EXTRACTED RECORDS START

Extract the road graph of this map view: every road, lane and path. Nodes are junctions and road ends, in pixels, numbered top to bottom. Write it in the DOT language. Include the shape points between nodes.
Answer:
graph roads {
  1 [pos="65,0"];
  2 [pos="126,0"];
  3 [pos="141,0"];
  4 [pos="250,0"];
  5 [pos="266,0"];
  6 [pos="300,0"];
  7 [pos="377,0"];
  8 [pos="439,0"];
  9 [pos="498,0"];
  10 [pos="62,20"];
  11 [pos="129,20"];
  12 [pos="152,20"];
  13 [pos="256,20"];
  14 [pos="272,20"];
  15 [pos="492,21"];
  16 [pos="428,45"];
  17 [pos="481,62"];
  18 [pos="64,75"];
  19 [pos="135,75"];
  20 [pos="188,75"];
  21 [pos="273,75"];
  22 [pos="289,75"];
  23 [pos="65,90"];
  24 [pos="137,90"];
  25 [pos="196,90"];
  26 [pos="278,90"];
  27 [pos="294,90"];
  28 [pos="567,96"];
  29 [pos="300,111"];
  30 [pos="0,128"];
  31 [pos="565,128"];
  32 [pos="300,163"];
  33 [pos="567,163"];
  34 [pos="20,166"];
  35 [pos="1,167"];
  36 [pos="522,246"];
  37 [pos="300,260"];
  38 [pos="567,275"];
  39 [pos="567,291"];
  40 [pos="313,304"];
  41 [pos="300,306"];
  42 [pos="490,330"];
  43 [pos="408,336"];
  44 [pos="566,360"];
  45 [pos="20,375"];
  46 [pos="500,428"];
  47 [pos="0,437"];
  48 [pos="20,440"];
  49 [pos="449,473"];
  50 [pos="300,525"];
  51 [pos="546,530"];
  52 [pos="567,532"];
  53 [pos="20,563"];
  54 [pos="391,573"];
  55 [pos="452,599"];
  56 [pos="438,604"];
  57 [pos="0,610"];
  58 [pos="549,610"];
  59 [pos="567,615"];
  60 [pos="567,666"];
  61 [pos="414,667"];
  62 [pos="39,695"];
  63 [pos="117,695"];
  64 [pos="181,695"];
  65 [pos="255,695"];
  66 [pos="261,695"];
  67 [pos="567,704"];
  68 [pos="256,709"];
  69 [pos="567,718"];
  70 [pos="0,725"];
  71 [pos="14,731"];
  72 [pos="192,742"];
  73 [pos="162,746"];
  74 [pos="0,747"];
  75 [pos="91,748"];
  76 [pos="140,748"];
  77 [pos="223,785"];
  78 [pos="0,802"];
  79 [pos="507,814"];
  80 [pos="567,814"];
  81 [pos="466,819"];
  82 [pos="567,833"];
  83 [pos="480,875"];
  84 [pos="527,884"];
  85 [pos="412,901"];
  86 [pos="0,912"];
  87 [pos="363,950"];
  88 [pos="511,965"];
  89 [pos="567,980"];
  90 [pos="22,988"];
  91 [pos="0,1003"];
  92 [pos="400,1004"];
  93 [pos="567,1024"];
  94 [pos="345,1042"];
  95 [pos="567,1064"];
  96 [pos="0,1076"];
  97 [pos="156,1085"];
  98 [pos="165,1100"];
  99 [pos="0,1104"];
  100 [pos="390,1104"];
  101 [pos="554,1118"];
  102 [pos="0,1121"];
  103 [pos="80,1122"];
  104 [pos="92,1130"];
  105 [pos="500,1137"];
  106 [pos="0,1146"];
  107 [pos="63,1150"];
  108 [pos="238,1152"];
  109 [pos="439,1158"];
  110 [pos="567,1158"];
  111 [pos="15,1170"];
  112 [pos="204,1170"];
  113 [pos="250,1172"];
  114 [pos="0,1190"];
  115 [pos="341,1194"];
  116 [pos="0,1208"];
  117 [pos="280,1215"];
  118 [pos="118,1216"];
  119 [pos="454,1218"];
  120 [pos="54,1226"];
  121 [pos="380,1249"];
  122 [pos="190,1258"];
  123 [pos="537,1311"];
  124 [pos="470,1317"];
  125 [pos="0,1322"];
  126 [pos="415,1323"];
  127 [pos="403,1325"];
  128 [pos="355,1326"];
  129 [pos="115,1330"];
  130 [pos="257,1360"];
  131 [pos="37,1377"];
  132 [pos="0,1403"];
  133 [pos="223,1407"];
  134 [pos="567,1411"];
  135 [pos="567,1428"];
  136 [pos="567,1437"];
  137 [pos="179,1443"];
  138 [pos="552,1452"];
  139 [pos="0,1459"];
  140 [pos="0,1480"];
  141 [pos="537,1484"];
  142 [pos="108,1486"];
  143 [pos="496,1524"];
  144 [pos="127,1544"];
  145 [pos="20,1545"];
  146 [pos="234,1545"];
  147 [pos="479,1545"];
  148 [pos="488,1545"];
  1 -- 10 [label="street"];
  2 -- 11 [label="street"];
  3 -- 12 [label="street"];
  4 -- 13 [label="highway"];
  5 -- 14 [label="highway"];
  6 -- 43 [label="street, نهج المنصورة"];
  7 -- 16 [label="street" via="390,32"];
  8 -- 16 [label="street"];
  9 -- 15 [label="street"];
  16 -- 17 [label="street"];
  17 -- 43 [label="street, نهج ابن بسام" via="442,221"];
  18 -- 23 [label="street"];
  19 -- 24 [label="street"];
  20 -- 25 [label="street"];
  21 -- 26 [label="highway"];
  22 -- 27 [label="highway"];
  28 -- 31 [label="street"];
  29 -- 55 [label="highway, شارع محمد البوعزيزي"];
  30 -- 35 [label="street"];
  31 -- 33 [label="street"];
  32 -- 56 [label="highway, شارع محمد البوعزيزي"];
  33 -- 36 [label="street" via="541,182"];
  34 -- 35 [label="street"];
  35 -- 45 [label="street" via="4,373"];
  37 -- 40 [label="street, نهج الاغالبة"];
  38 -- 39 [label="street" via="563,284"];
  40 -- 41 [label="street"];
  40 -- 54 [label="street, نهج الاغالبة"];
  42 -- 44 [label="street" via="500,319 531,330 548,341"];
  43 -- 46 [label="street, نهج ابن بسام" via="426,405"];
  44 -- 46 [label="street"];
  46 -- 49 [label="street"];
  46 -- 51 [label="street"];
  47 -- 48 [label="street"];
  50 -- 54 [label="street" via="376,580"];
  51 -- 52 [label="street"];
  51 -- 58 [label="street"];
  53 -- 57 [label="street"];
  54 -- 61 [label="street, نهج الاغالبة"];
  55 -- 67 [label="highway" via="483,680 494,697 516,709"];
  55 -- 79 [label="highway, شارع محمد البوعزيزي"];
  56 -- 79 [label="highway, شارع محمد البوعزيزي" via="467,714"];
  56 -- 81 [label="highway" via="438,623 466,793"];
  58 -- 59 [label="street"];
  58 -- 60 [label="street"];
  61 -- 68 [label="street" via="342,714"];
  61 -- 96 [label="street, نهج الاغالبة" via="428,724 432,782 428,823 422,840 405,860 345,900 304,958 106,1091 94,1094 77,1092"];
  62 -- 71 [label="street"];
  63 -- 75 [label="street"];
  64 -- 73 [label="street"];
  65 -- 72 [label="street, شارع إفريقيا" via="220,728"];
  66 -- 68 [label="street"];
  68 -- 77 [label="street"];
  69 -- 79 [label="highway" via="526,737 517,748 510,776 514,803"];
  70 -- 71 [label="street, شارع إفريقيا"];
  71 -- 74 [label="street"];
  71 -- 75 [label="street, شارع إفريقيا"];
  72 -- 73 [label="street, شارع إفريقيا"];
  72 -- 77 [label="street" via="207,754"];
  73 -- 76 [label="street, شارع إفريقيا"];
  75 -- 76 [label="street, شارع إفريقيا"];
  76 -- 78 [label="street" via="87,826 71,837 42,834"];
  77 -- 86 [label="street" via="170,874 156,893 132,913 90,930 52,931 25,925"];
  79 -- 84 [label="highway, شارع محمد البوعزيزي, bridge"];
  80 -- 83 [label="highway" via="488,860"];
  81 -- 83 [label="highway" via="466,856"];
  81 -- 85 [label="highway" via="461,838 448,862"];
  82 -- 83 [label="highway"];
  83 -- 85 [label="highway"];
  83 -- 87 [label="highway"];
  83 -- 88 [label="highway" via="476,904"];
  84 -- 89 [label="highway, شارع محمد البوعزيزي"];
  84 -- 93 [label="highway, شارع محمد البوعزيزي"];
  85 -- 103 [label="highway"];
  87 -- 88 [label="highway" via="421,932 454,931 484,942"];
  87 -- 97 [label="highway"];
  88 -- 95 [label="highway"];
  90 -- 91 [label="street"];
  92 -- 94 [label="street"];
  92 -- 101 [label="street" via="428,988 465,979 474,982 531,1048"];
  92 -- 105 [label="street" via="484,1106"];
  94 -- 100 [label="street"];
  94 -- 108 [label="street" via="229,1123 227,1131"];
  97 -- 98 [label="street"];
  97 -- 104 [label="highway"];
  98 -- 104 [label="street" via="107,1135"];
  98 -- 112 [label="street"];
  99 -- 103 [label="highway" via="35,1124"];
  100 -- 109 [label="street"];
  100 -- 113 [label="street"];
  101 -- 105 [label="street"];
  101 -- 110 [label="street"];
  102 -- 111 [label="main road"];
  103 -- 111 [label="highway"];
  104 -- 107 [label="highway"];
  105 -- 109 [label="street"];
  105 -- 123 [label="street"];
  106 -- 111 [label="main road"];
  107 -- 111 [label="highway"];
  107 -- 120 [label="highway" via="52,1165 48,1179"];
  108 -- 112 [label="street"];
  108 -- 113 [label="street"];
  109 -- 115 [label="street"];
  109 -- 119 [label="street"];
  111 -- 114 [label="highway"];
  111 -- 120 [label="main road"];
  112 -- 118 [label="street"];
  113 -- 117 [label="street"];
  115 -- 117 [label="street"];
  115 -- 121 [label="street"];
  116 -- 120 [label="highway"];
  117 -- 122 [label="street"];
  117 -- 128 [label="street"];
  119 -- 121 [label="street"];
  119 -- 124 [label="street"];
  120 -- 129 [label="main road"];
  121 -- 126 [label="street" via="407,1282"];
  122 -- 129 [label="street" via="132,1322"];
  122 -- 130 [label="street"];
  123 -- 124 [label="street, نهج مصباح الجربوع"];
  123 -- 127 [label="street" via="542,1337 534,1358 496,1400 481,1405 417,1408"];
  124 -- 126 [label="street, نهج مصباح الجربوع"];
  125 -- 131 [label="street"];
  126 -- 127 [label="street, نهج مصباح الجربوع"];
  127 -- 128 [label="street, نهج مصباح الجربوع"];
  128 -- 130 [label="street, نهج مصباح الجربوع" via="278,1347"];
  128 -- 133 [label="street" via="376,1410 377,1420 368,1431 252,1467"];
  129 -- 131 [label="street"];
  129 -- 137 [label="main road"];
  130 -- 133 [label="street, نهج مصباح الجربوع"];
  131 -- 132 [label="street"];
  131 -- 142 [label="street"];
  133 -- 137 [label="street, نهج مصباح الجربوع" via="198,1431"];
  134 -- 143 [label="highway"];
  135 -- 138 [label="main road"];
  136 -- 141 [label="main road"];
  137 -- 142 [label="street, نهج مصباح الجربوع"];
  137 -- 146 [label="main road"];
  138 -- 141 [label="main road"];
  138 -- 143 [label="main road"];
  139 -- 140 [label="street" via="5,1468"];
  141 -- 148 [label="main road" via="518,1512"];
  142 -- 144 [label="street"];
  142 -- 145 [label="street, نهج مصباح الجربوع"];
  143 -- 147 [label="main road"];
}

EXTRACTED RECORDS END

| EXERCISE |
Would you report every line of the entries above containing the word "إفريقيا"?

| SOLUTION TO THIS PROBLEM |
  65 -- 72 [label="street, شارع إفريقيا" via="220,728"];
  70 -- 71 [label="street, شارع إفريقيا"];
  71 -- 75 [label="street, شارع إفريقيا"];
  72 -- 73 [label="street, شارع إفريقيا"];
  73 -- 76 [label="street, شارع إفريقيا"];
  75 -- 76 [label="street, شارع إفريقيا"];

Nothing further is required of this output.